Trader Augusta Thomas sells chickens in Maputo’s Xipamanine traditional market, in Mozambique (photo credit: ILRI/Mann).

Achieving gender equality is vital to achieving sustainable, productive and climate-resilient food systems, says Nicoline de Haan, the acting coordinator of the GENDER platform. GENDER—which stands for ‘Generating Evidence and New Directions for Equitable Results’—is aiming not only to help achieve greater gender parity in agricultural development but also to show how gender equality is a prerequisite to realizing the proposed ‘One CGIAR’ vision of ending world hunger by 2030.

This year’s theme for International Women’s Day and a year-long UN Women campaign is: ‘I Am Generation Equality: Realizing Women’s Rights’.

While gender-related research cuts across all of ILRI’s research, it is a core product line of ILRI’s Policies, Institutions and Livelihoods (PIL) Program, which aims to achieve ‘more gender-equitable control of livestock assets through gender-transformative approaches and gender-responsive technology and innovation.

ILRI’s scientists undertake strategic research on the roles livestock systems can play in transforming gender relations and related social constructs. In this work, the researchers assess the barriers women livestock keepers in developing countries often face in accessing livestock technologies, services and markets and how these barriers limit women’s aspirations and livestock livelihoods as well as the contributions women make to household economies and well-being and to small-scale livestock systems and value chains more generally.

‘By developing livestock-based innovations appropriately tailored to women as well as men at the household, community and national levels, we aim to benefit the livestock sector as a whole’, says Isabelle Baltenweck, head of the PIL program. ‘We provide policymakers with evidence about how our livestock innovations can reduce the barriers women face in developing their livestock enterprises.’

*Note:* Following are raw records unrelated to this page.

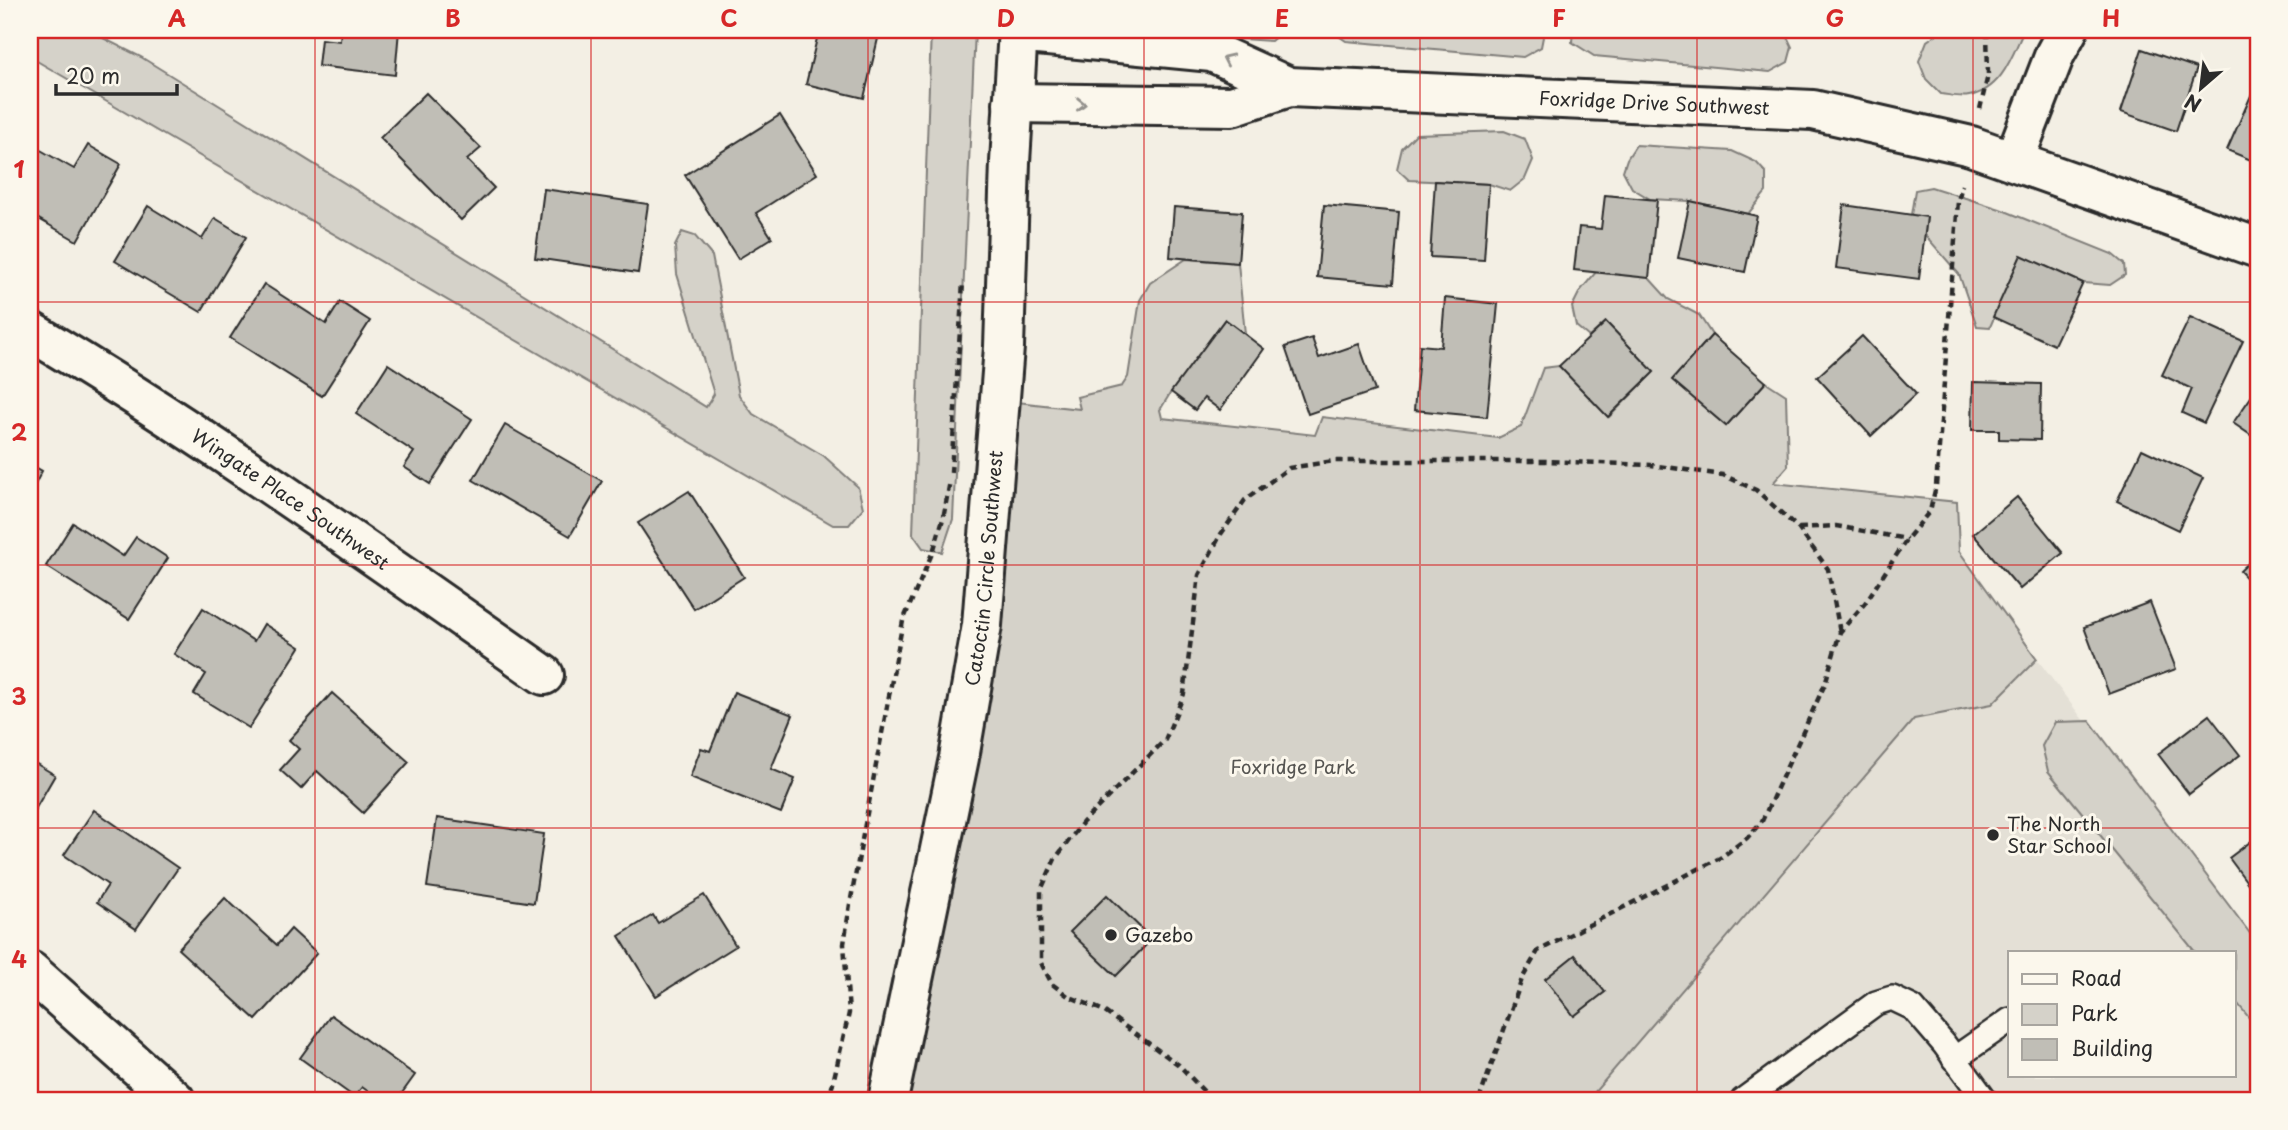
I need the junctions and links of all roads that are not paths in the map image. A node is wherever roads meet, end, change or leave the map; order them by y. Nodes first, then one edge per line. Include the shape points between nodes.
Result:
1 (2068, 30) edge
2 (1018, 31) edge
3 (1289, 87) junction
4 (1013, 103) junction
5 (2014, 160) junction
6 (2258, 248) edge
7 (30, 331) edge
8 (544, 675) dead end
9 (30, 971) edge
10 (2008, 1021) edge
11 (1954, 1059) junction
12 (175, 1100) edge
13 (888, 1100) edge
14 (1743, 1100) edge
15 (1985, 1100) edge

1 - 5 street
3 -> 2 street, Foxridge Drive Southwest via 1212,52
2 - 4 street, Catoctin Circle Southwest
4 -> 3 street, Foxridge Drive Southwest via 1232,106
3 - 5 street, Foxridge Drive Southwest via 1813,110
4 - 13 street, Catoctin Circle Southwest via 1004,347 982,625
5 - 6 street, Foxridge Drive Southwest
7 - 8 street, Wingate Place Southwest via 282,493
9 - 12 street
10 - 11 lane
11 - 14 lane via 1913,1008 1892,998 1876,1003
11 - 15 lane

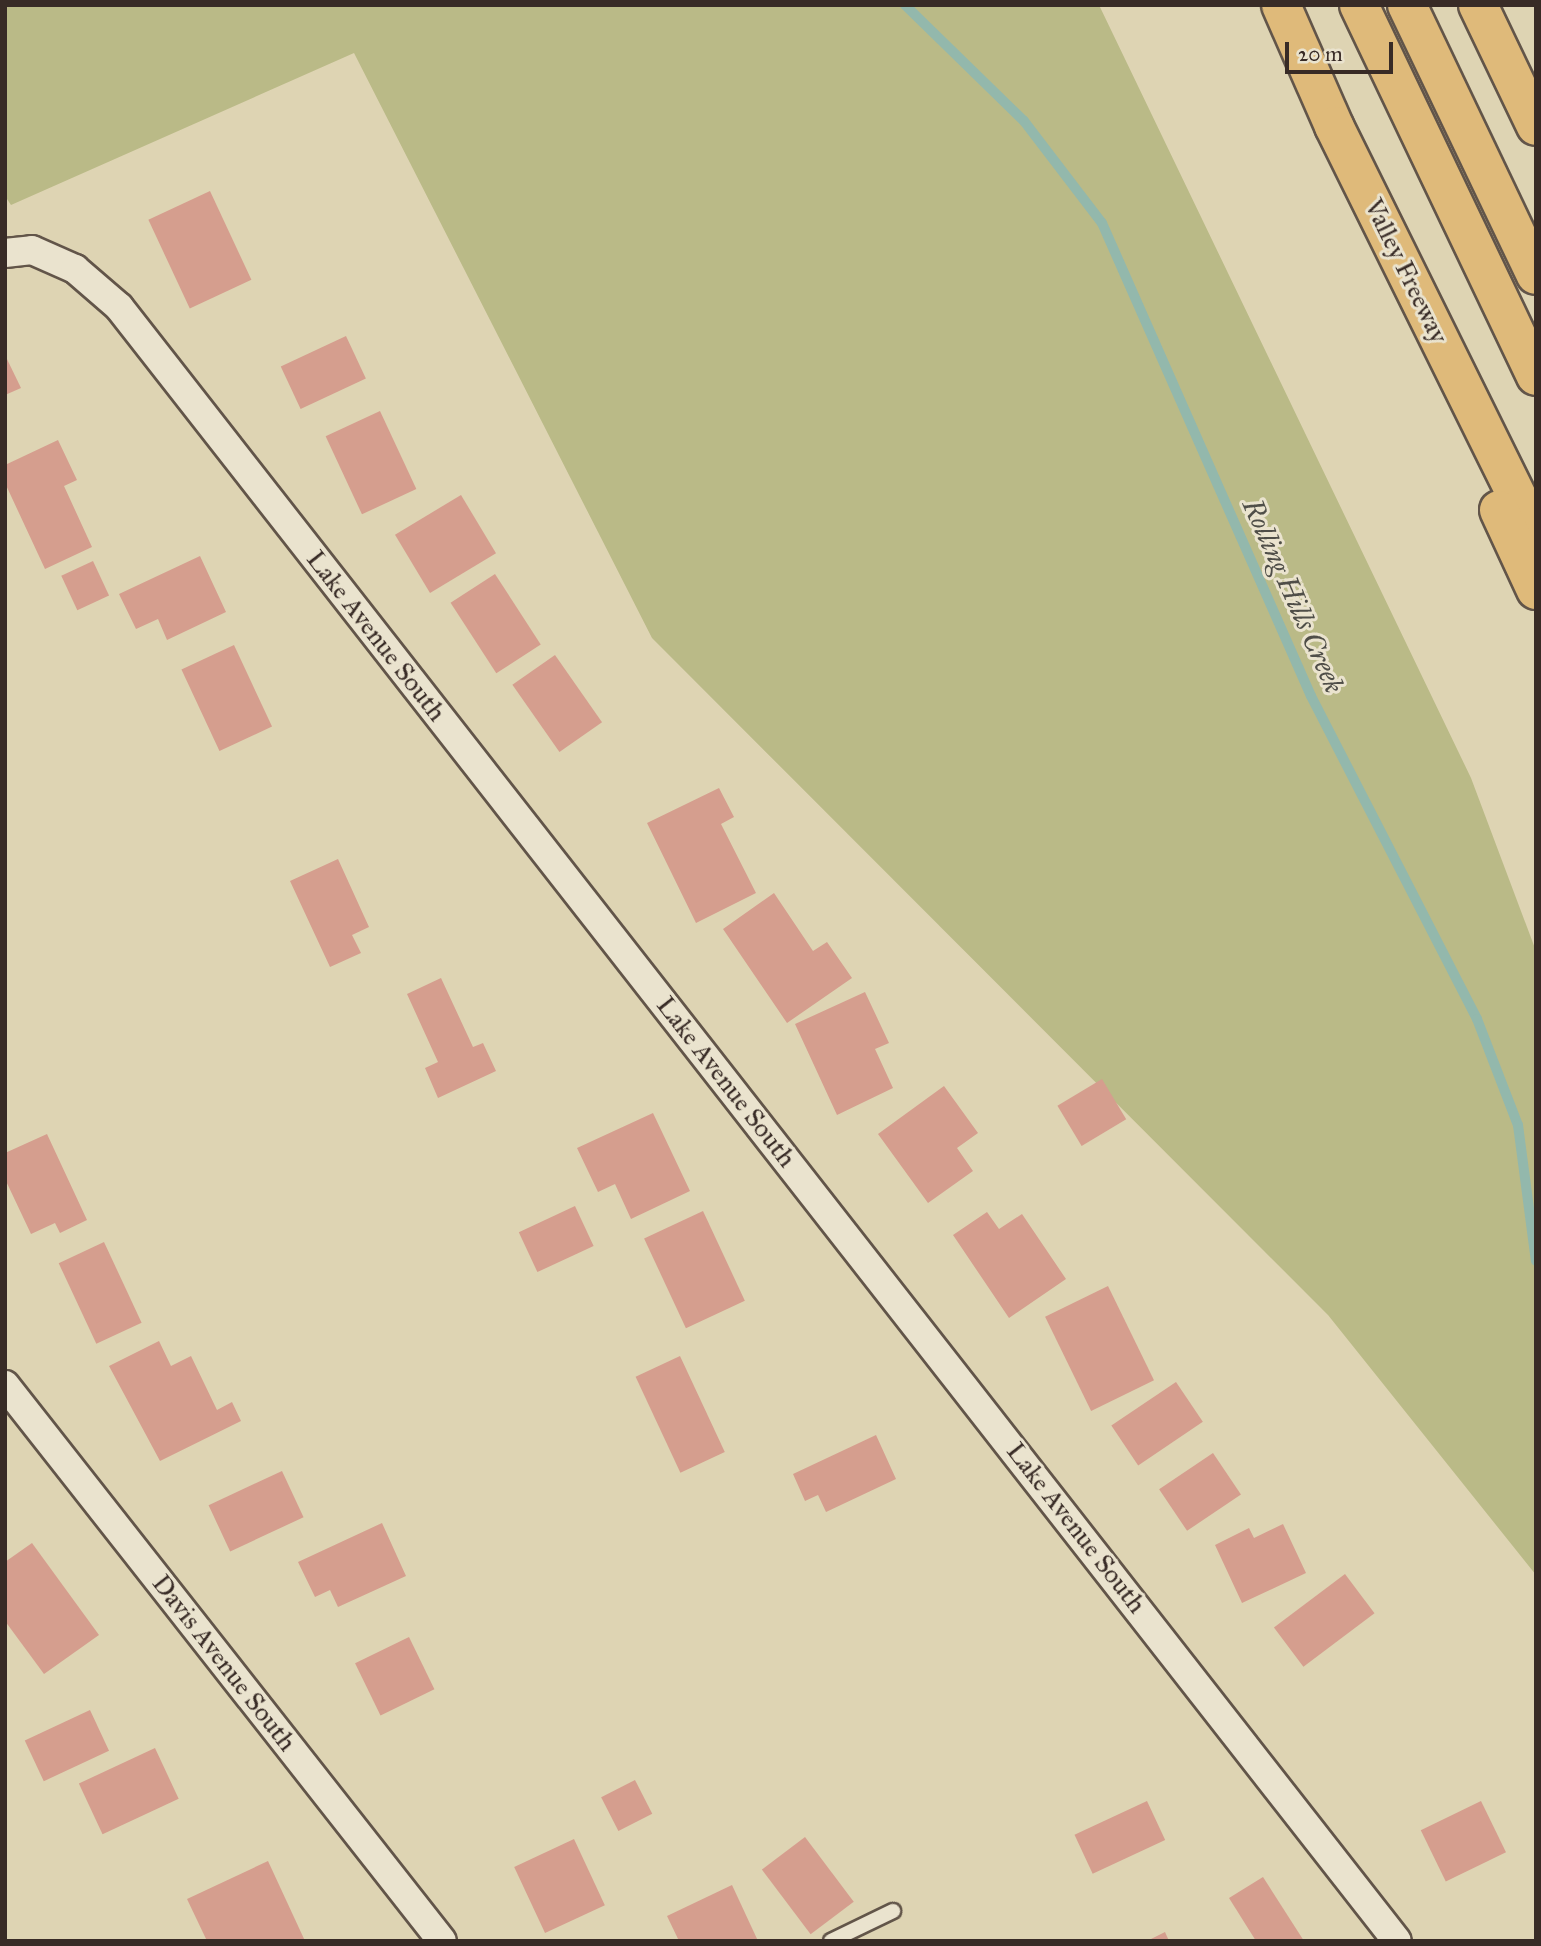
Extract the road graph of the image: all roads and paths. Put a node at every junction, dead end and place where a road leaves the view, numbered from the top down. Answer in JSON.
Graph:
{"nodes":[{"id":1,"x":1280,"y":5,"type":"edge"},
{"id":2,"x":1359,"y":5,"type":"edge"},
{"id":3,"x":1407,"y":5,"type":"edge"},
{"id":4,"x":1478,"y":5,"type":"edge"},
{"id":5,"x":1334,"y":126,"type":"junction"},
{"id":6,"x":1536,"y":126,"type":"edge"},
{"id":7,"x":19,"y":251,"type":"edge"},
{"id":8,"x":1536,"y":275,"type":"edge"},
{"id":9,"x":1536,"y":376,"type":"edge"},
{"id":10,"x":1536,"y":534,"type":"edge"},
{"id":11,"x":1536,"y":590,"type":"edge"},
{"id":12,"x":5,"y":1385,"type":"edge"},
{"id":13,"x":893,"y":1911,"type":"dead end"},
{"id":14,"x":442,"y":1941,"type":"edge"},
{"id":15,"x":831,"y":1941,"type":"edge"},
{"id":16,"x":1397,"y":1941,"type":"edge"}],
"edges":[{"from":1,"to":5,"type":"highway","name":"Valley Freeway"},
{"from":2,"to":9,"type":"highway"},
{"from":3,"to":8,"type":"highway"},
{"from":4,"to":6,"type":"highway"},
{"from":5,"to":10,"type":"highway","name":"Valley Freeway"},
{"from":5,"to":11,"type":"highway"},
{"from":7,"to":16,"type":"street","name":"Lake Avenue South"},
{"from":12,"to":14,"type":"street","name":"Davis Avenue South"},
{"from":13,"to":15,"type":"lane"}]}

As we move into the year of ‘I am generation equality: Realizing women’s rights’, ILRI’s gender team is pledging itself to support women’s rights in the livestock sector by making the livestock sector more gender equitable so that all in the sector can benefit. We hope you will join the ILRI gender team with ideas, solutions and opportunities. Please send these to Nicoline de Haan at n.dehaan [at] cgiar.org

In marking this day, we also have a few video clips of colleagues from across ILRI sharing their ‘aha moments’ when they realized the importance of gender equality for improving food, water, land, livestock and cropping systems. . . .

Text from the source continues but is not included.